Midget. You probably wouldn’t get away with calling a car that today (you know, political correctness...) but back in Twenties nobody batted an eyelid when MG pulled out the moniker for the M Type (based on the then newly released Morris Minor) and continued to use it until its T Type of the Fifties. Its successor, the MGA, was too large to be referred to as a ‘Midget’ so the name was dropped then resurrected for the re-badged Austin-Healey Sprite in 1961, becoming fondly referred to as the ‘Spridget’.
The Midget was a huge hit during the Swinging Sixties — the golden era of the British sportscar industry — as everyone wanted small, nippy roadsters. The MG division of the British Motor Corporation (BMC) were rubbing their hands with glee. They couldn’t build them fast enough and pretty soon all you saw on British roads was the tiny two-door with the classic long bonnet and short deck sportscar proportions. Its 948cc BMC “A” series engine made less than 50bhp and it was as basic as you could get and although it was rather spartan it was very charming which sure helped sales. The following year, the engine grew to 1,098cc with 56bhp and front disc brakes were added as were the ever so popular wire-spoke wheels and by 1964, they became even better equipped. Output also grew to 60bhp but and in ‘66 there was another increase in displacement. The new 1,275cc de-tuned Mini Cooper S engine made 65bhp and it had 98Nm of torque which was plenty for the lightweight car, blessed with the ability to dart from left to right in a blink of the eye.

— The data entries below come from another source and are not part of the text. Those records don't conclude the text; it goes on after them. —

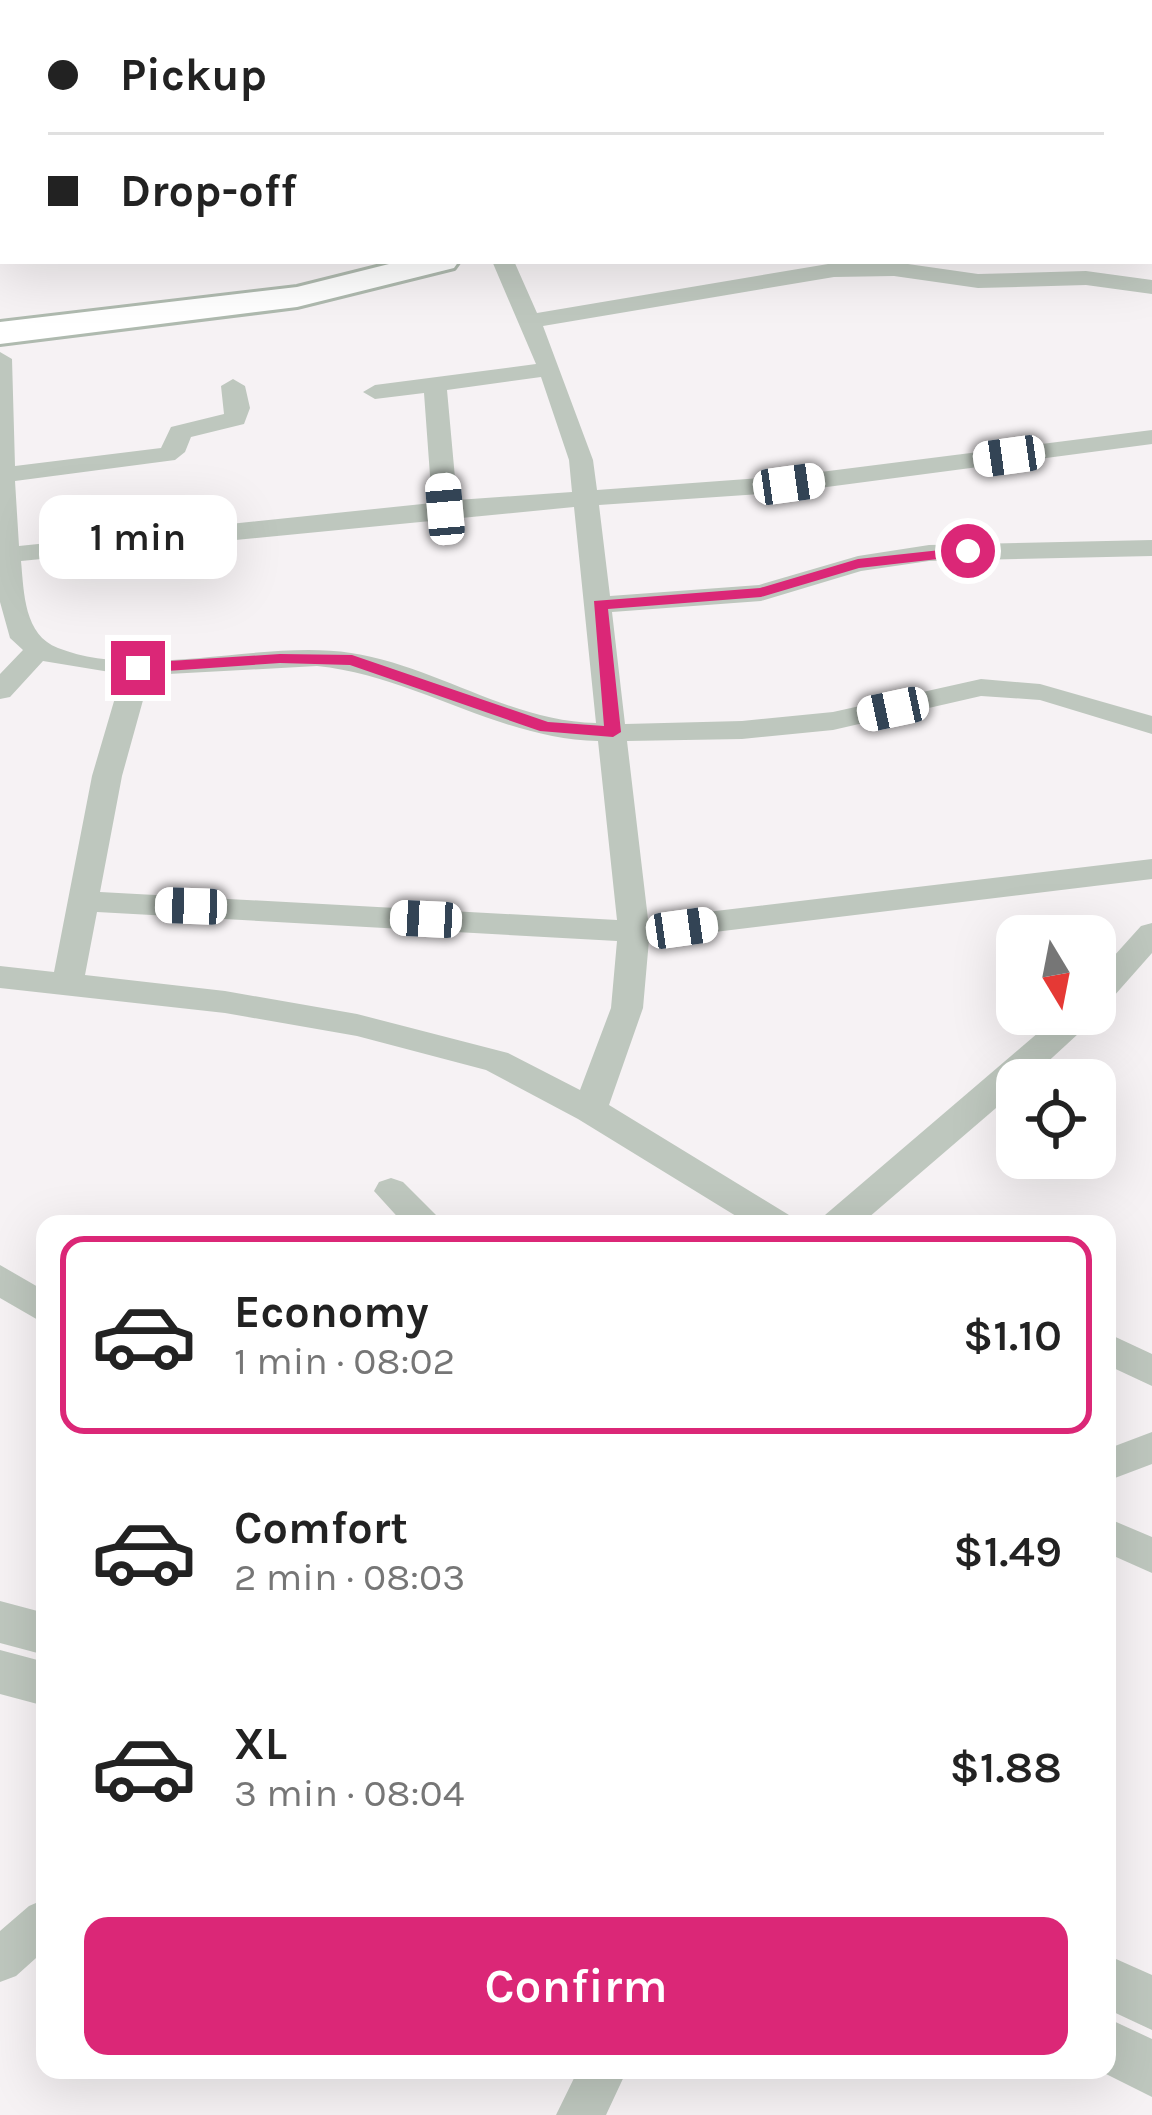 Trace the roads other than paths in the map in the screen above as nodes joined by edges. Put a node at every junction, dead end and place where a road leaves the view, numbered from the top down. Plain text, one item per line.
1 (375, 264) edge
2 (430, 264) edge
3 (504, 264) edge
4 (1152, 286) edge
5 (87, 318) junction
6 (0, 319) edge
7 (530, 321) junction
8 (0, 334) edge
9 (0, 359) edge
10 (550, 369) junction
11 (435, 384) junction
12 (233, 386) dead end
13 (375, 392) dead end
14 (1152, 437) edge
15 (4, 476) junction
16 (587, 498) junction
17 (445, 509) junction
18 (1152, 548) edge
19 (7, 556) junction
20 (600, 605) junction
21 (9, 627) edge
22 (37, 651) junction
23 (138, 668) junction
24 (0, 691) edge
25 (1152, 725) edge
26 (613, 732) junction
27 (1152, 868) edge
28 (86, 901) junction
29 (634, 931) junction
30 (1152, 933) edge
31 (1139, 967) edge
32 (0, 977) edge
33 (68, 981) junction
34 (1057, 1035) edge
35 (590, 1110) junction
36 (391, 1191) dead end
37 (417, 1215) edge
38 (762, 1215) edge
39 (860, 1215) edge
40 (1116, 1352) edge
41 (1152, 1370) edge
42 (1152, 1448) edge
43 (1116, 1462) edge
44 (1116, 1539) edge
45 (1152, 1556) edge
46 (0, 1622) edge
47 (36, 1632) edge
48 (0, 1672) edge
49 (36, 1682) edge
50 (36, 1929) edge
51 (0, 1960) edge
52 (1116, 1985) edge
53 (1152, 2003) edge
54 (1116, 2050) edge
55 (1152, 2069) edge
56 (599, 2079) edge
57 (580, 2115) edge

1 - 5 main road
2 - 5 main road
3 - 7 street
4 - 7 street
5 - 6 main road
5 - 8 main road
7 - 10 street
9 - 15 street
10 - 11 street
10 - 16 street
11 - 13 street
11 - 17 street
12 - 15 street
14 - 16 street
15 - 19 street
16 - 17 street
16 - 20 street
17 - 19 street
18 - 20 street
19 - 21 street
20 - 26 street
21 - 22 street
22 - 23 street
22 - 24 street
23 - 26 street
23 - 28 street
25 - 26 street
26 - 29 street
27 - 29 street
28 - 29 street
28 - 33 street
29 - 35 street
30 - 31 street
32 - 33 street
33 - 35 street
34 - 39 street
35 - 38 street
36 - 37 street
40 - 41 street
42 - 43 street
44 - 45 street
46 - 47 street
48 - 49 street
50 - 51 street
52 - 53 street
54 - 55 street
56 - 57 street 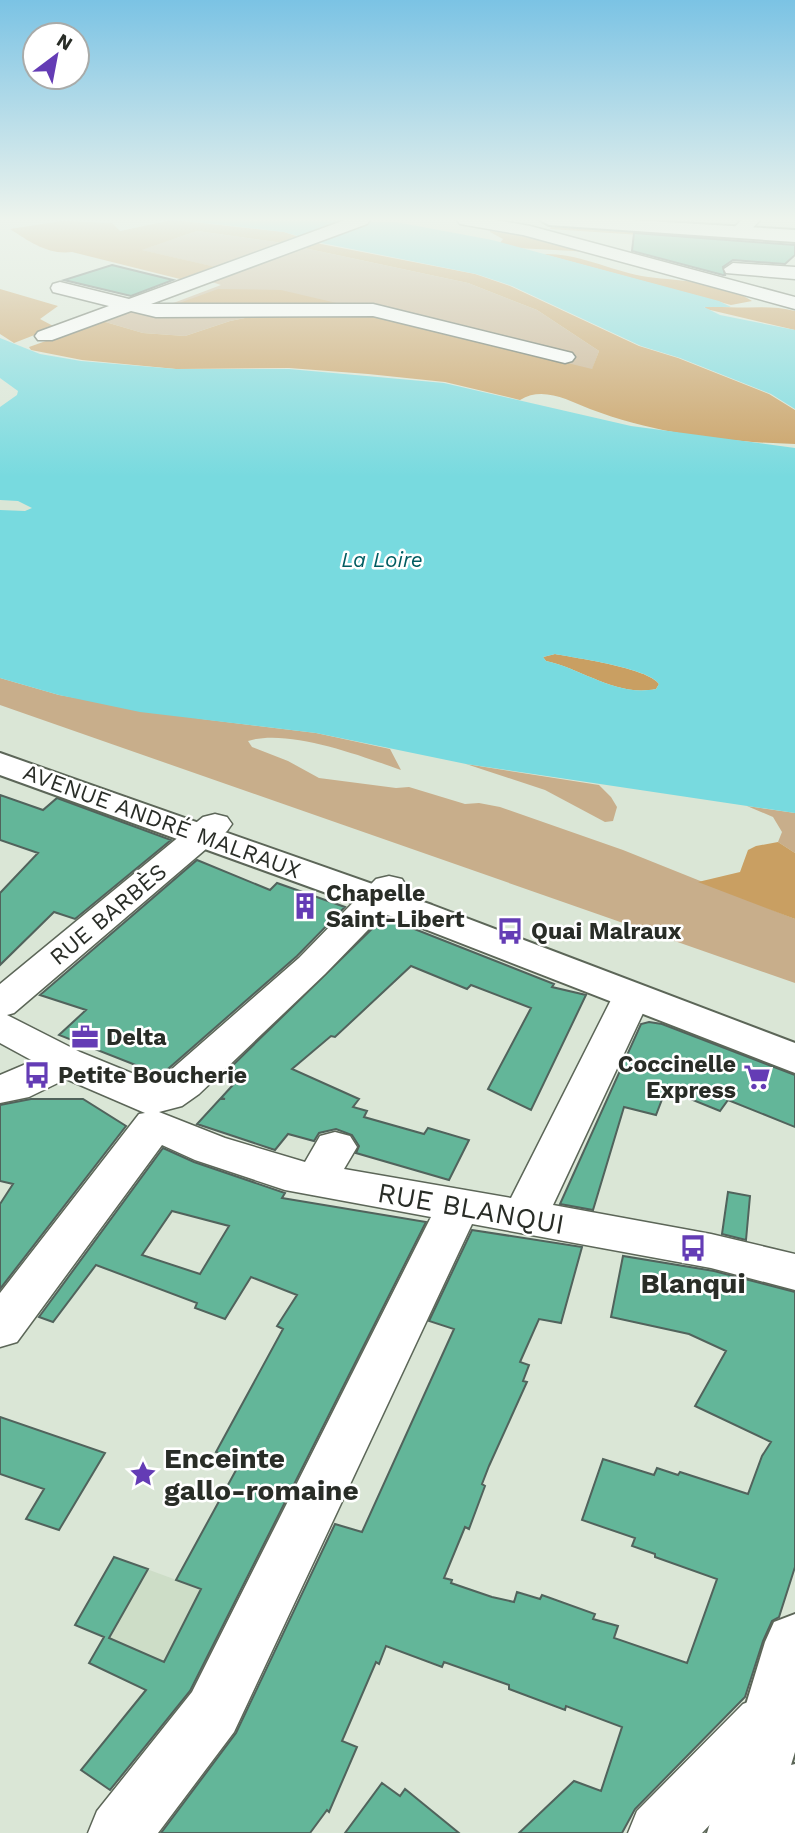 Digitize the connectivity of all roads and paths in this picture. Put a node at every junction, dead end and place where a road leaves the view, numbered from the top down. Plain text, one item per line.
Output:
1 (127, 306) joint
2 (45, 336) dead end
3 (565, 357) dead end
4 (1, 755) edge
5 (209, 830) junction
6 (383, 892) junction
7 (632, 996) junction
8 (0, 1004) edge
9 (0, 1026) edge
10 (795, 1037) edge
11 (795, 1059) edge
12 (66, 1062) junction
13 (0, 1088) edge
14 (151, 1112) junction
15 (458, 1206) junction
16 (524, 1218) junction
17 (795, 1272) edge
18 (0, 1328) edge
19 (795, 1642) edge
20 (774, 1714) junction
21 (795, 1796) edge
22 (119, 1833) edge
23 (659, 1833) edge
24 (740, 1833) edge
25 (785, 1833) edge

1 - 2 street
1 - 3 street
4 - 5 main road, AVENUE ANDRÉ MALRAUX
5 - 6 main road, AVENUE ANDRÉ MALRAUX
5 - 8 street, RUE BARBÈS
6 - 7 main road, AVENUE ANDRÉ MALRAUX
6 - 10 main road, AVENUE ANDRÉ MALRAUX
6 - 14 street
7 - 11 main road, AVENUE ANDRÉ MALRAUX
7 - 16 street
9 - 12 street, RUE BLANQUI
12 - 13 street
12 - 14 street, RUE BLANQUI
14 - 15 street, RUE BLANQUI
14 - 18 street
15 - 16 street, RUE BLANQUI
15 - 22 street
16 - 17 street, RUE BLANQUI
19 - 20 main road
20 - 23 street
20 - 24 main road
21 - 25 main road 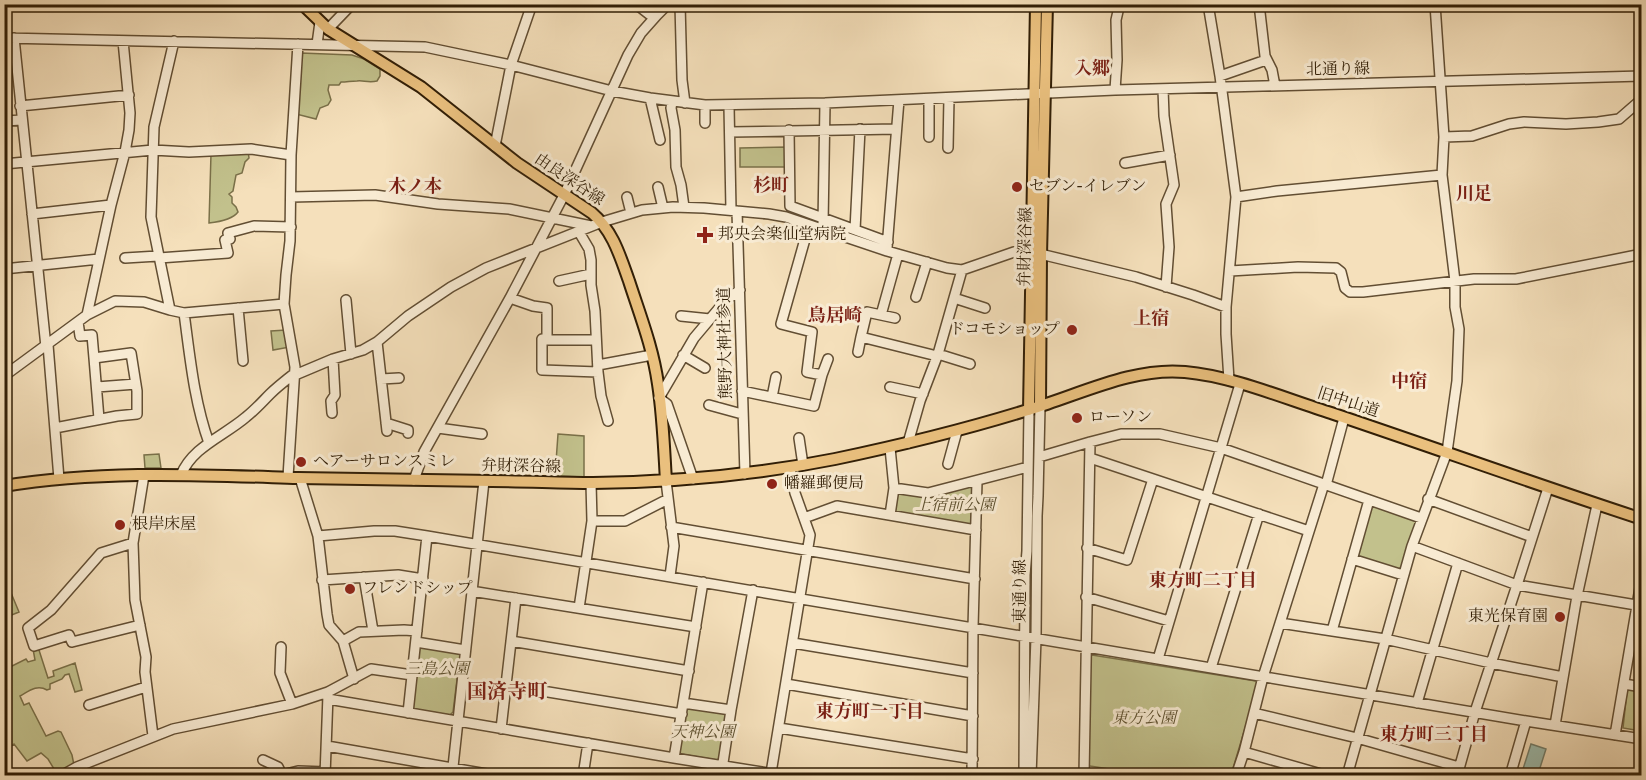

The biggest changes came in the Seventies where the popular wire wheels were dropped from the options list and back came the square wheel arches replacing the rounded ones to help strengthen the body while rubber extensions were added to the chrome bumpers to meet US impact regulations. Under the bonnet sat a 1.5-litre Triumph motor with a fully synchronised gearbox. It provided ample fun behind the wheel and an engaging drive; it was a real gem on winding country roads. Before the Mazda Miata came along in 1989 and became known as the best roadster around, the MG earned that title three decades earlier.
The Midget continued in this guise with only slight cosmetic changes until production ceased in 1979. The last 500 units to roll of the line were painted black.
These days, well maintained and all-original examples have been known to fetch as much as $15,000 (Dh55,000).